Would you please transcribe the entire listing exactly?

### Material provided:
Content starts

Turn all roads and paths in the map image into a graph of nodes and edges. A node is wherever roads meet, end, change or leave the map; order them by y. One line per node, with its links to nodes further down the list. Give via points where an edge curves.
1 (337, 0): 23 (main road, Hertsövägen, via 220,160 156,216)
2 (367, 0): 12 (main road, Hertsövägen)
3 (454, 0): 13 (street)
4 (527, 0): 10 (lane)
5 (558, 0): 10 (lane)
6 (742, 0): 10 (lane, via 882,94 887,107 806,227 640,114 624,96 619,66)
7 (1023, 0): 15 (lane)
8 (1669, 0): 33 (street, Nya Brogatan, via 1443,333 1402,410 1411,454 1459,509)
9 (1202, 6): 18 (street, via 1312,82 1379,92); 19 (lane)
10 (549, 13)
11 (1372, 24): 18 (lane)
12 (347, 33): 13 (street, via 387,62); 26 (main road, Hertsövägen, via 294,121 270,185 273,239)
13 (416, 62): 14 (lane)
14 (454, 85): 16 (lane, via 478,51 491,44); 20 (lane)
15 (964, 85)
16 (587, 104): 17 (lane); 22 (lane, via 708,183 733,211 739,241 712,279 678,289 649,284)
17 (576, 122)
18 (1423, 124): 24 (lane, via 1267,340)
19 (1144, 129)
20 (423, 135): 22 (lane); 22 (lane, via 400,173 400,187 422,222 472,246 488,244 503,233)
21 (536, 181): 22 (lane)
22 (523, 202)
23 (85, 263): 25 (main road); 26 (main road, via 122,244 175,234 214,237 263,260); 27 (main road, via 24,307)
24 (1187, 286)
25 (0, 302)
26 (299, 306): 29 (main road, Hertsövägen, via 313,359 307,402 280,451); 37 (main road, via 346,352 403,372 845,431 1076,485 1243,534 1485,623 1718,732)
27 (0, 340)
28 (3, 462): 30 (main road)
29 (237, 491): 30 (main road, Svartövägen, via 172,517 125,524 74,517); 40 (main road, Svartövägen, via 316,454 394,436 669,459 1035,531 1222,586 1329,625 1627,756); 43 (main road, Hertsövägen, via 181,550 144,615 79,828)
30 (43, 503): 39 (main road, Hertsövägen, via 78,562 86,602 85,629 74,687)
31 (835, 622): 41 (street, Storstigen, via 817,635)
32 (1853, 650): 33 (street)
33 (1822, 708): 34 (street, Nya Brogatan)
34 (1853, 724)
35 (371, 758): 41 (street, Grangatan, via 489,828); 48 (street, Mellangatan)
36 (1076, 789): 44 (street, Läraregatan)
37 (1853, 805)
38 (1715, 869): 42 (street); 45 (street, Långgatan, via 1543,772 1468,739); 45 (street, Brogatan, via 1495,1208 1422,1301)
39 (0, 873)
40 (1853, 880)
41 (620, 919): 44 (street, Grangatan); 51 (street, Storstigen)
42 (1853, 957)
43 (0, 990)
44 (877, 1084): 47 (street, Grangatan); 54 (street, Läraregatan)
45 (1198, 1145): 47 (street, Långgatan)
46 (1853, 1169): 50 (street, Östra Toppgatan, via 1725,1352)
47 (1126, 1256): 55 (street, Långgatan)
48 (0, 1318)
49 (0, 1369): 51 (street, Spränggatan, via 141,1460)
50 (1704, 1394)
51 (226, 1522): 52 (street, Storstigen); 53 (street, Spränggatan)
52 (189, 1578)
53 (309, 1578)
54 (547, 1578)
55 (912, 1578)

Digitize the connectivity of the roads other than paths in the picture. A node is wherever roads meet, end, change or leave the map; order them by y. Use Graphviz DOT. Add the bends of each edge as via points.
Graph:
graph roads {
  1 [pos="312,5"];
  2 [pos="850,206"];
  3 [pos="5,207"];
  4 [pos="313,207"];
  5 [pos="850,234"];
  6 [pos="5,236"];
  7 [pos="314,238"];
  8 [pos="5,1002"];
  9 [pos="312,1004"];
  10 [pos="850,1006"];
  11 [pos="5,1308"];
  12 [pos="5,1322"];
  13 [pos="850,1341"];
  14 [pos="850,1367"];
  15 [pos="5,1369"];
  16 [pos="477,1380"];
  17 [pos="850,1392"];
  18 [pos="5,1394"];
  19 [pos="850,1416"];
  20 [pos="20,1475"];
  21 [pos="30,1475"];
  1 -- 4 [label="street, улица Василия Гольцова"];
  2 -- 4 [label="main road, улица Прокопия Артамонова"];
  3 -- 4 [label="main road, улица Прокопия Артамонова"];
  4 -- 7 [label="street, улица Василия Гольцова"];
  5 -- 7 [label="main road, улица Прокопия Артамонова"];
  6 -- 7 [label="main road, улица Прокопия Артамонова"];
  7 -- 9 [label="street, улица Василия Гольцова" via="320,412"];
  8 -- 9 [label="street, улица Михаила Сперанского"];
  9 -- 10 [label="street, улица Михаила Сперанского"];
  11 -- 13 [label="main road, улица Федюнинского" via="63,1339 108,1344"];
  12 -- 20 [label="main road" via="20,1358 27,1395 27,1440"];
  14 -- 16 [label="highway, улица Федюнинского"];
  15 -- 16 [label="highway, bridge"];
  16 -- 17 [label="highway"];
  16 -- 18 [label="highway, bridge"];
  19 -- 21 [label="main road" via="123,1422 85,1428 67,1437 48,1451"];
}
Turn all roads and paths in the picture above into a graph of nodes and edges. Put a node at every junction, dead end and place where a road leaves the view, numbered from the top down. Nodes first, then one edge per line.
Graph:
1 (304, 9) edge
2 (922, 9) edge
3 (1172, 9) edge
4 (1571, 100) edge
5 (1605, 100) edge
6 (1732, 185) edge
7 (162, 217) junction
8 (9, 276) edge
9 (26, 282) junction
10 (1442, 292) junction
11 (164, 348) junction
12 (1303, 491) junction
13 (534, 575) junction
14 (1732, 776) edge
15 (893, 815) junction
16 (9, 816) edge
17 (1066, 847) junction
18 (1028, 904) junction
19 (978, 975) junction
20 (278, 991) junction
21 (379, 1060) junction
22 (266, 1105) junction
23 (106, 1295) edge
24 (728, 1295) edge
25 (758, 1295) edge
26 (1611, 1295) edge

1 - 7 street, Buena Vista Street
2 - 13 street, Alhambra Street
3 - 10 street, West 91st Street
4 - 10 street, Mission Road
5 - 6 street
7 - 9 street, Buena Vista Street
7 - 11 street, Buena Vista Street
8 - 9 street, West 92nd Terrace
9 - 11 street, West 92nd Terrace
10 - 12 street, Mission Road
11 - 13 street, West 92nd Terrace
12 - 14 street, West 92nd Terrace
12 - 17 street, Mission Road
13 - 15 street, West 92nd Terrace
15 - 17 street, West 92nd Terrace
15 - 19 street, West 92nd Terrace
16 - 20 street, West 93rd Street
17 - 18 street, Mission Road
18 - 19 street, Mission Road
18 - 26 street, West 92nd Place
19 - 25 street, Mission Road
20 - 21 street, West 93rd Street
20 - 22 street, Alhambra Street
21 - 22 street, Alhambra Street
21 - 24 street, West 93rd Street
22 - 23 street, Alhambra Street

Content ends

### Answer below:
Turn all roads and paths in the map image into a graph of nodes and edges. A node is wherever roads meet, end, change or leave the map; order them by y. One line per node, with its links to nodes further down the list. Give via points where an edge curves.
1 (337, 0): 23 (main road, Hertsövägen, via 220,160 156,216)
2 (367, 0): 12 (main road, Hertsövägen)
3 (454, 0): 13 (street)
4 (527, 0): 10 (lane)
5 (558, 0): 10 (lane)
6 (742, 0): 10 (lane, via 882,94 887,107 806,227 640,114 624,96 619,66)
7 (1023, 0): 15 (lane)
8 (1669, 0): 33 (street, Nya Brogatan, via 1443,333 1402,410 1411,454 1459,509)
9 (1202, 6): 18 (street, via 1312,82 1379,92); 19 (lane)
10 (549, 13)
11 (1372, 24): 18 (lane)
12 (347, 33): 13 (street, via 387,62); 26 (main road, Hertsövägen, via 294,121 270,185 273,239)
13 (416, 62): 14 (lane)
14 (454, 85): 16 (lane, via 478,51 491,44); 20 (lane)
15 (964, 85)
16 (587, 104): 17 (lane); 22 (lane, via 708,183 733,211 739,241 712,279 678,289 649,284)
17 (576, 122)
18 (1423, 124): 24 (lane, via 1267,340)
19 (1144, 129)
20 (423, 135): 22 (lane); 22 (lane, via 400,173 400,187 422,222 472,246 488,244 503,233)
21 (536, 181): 22 (lane)
22 (523, 202)
23 (85, 263): 25 (main road); 26 (main road, via 122,244 175,234 214,237 263,260); 27 (main road, via 24,307)
24 (1187, 286)
25 (0, 302)
26 (299, 306): 29 (main road, Hertsövägen, via 313,359 307,402 280,451); 37 (main road, via 346,352 403,372 845,431 1076,485 1243,534 1485,623 1718,732)
27 (0, 340)
28 (3, 462): 30 (main road)
29 (237, 491): 30 (main road, Svartövägen, via 172,517 125,524 74,517); 40 (main road, Svartövägen, via 316,454 394,436 669,459 1035,531 1222,586 1329,625 1627,756); 43 (main road, Hertsövägen, via 181,550 144,615 79,828)
30 (43, 503): 39 (main road, Hertsövägen, via 78,562 86,602 85,629 74,687)
31 (835, 622): 41 (street, Storstigen, via 817,635)
32 (1853, 650): 33 (street)
33 (1822, 708): 34 (street, Nya Brogatan)
34 (1853, 724)
35 (371, 758): 41 (street, Grangatan, via 489,828); 48 (street, Mellangatan)
36 (1076, 789): 44 (street, Läraregatan)
37 (1853, 805)
38 (1715, 869): 42 (street); 45 (street, Långgatan, via 1543,772 1468,739); 45 (street, Brogatan, via 1495,1208 1422,1301)
39 (0, 873)
40 (1853, 880)
41 (620, 919): 44 (street, Grangatan); 51 (street, Storstigen)
42 (1853, 957)
43 (0, 990)
44 (877, 1084): 47 (street, Grangatan); 54 (street, Läraregatan)
45 (1198, 1145): 47 (street, Långgatan)
46 (1853, 1169): 50 (street, Östra Toppgatan, via 1725,1352)
47 (1126, 1256): 55 (street, Långgatan)
48 (0, 1318)
49 (0, 1369): 51 (street, Spränggatan, via 141,1460)
50 (1704, 1394)
51 (226, 1522): 52 (street, Storstigen); 53 (street, Spränggatan)
52 (189, 1578)
53 (309, 1578)
54 (547, 1578)
55 (912, 1578)

Digitize the connectivity of the roads other than paths in the picture. A node is wherever roads meet, end, change or leave the map; order them by y. Use Graphviz DOT. Add the bends of each edge as via points.
Graph:
graph roads {
  1 [pos="312,5"];
  2 [pos="850,206"];
  3 [pos="5,207"];
  4 [pos="313,207"];
  5 [pos="850,234"];
  6 [pos="5,236"];
  7 [pos="314,238"];
  8 [pos="5,1002"];
  9 [pos="312,1004"];
  10 [pos="850,1006"];
  11 [pos="5,1308"];
  12 [pos="5,1322"];
  13 [pos="850,1341"];
  14 [pos="850,1367"];
  15 [pos="5,1369"];
  16 [pos="477,1380"];
  17 [pos="850,1392"];
  18 [pos="5,1394"];
  19 [pos="850,1416"];
  20 [pos="20,1475"];
  21 [pos="30,1475"];
  1 -- 4 [label="street, улица Василия Гольцова"];
  2 -- 4 [label="main road, улица Прокопия Артамонова"];
  3 -- 4 [label="main road, улица Прокопия Артамонова"];
  4 -- 7 [label="street, улица Василия Гольцова"];
  5 -- 7 [label="main road, улица Прокопия Артамонова"];
  6 -- 7 [label="main road, улица Прокопия Артамонова"];
  7 -- 9 [label="street, улица Василия Гольцова" via="320,412"];
  8 -- 9 [label="street, улица Михаила Сперанского"];
  9 -- 10 [label="street, улица Михаила Сперанского"];
  11 -- 13 [label="main road, улица Федюнинского" via="63,1339 108,1344"];
  12 -- 20 [label="main road" via="20,1358 27,1395 27,1440"];
  14 -- 16 [label="highway, улица Федюнинского"];
  15 -- 16 [label="highway, bridge"];
  16 -- 17 [label="highway"];
  16 -- 18 [label="highway, bridge"];
  19 -- 21 [label="main road" via="123,1422 85,1428 67,1437 48,1451"];
}
Turn all roads and paths in the picture above into a graph of nodes and edges. Put a node at every junction, dead end and place where a road leaves the view, numbered from the top down. Nodes first, then one edge per line.
Graph:
1 (304, 9) edge
2 (922, 9) edge
3 (1172, 9) edge
4 (1571, 100) edge
5 (1605, 100) edge
6 (1732, 185) edge
7 (162, 217) junction
8 (9, 276) edge
9 (26, 282) junction
10 (1442, 292) junction
11 (164, 348) junction
12 (1303, 491) junction
13 (534, 575) junction
14 (1732, 776) edge
15 (893, 815) junction
16 (9, 816) edge
17 (1066, 847) junction
18 (1028, 904) junction
19 (978, 975) junction
20 (278, 991) junction
21 (379, 1060) junction
22 (266, 1105) junction
23 (106, 1295) edge
24 (728, 1295) edge
25 (758, 1295) edge
26 (1611, 1295) edge

1 - 7 street, Buena Vista Street
2 - 13 street, Alhambra Street
3 - 10 street, West 91st Street
4 - 10 street, Mission Road
5 - 6 street
7 - 9 street, Buena Vista Street
7 - 11 street, Buena Vista Street
8 - 9 street, West 92nd Terrace
9 - 11 street, West 92nd Terrace
10 - 12 street, Mission Road
11 - 13 street, West 92nd Terrace
12 - 14 street, West 92nd Terrace
12 - 17 street, Mission Road
13 - 15 street, West 92nd Terrace
15 - 17 street, West 92nd Terrace
15 - 19 street, West 92nd Terrace
16 - 20 street, West 93rd Street
17 - 18 street, Mission Road
18 - 19 street, Mission Road
18 - 26 street, West 92nd Place
19 - 25 street, Mission Road
20 - 21 street, West 93rd Street
20 - 22 street, Alhambra Street
21 - 22 street, Alhambra Street
21 - 24 street, West 93rd Street
22 - 23 street, Alhambra Street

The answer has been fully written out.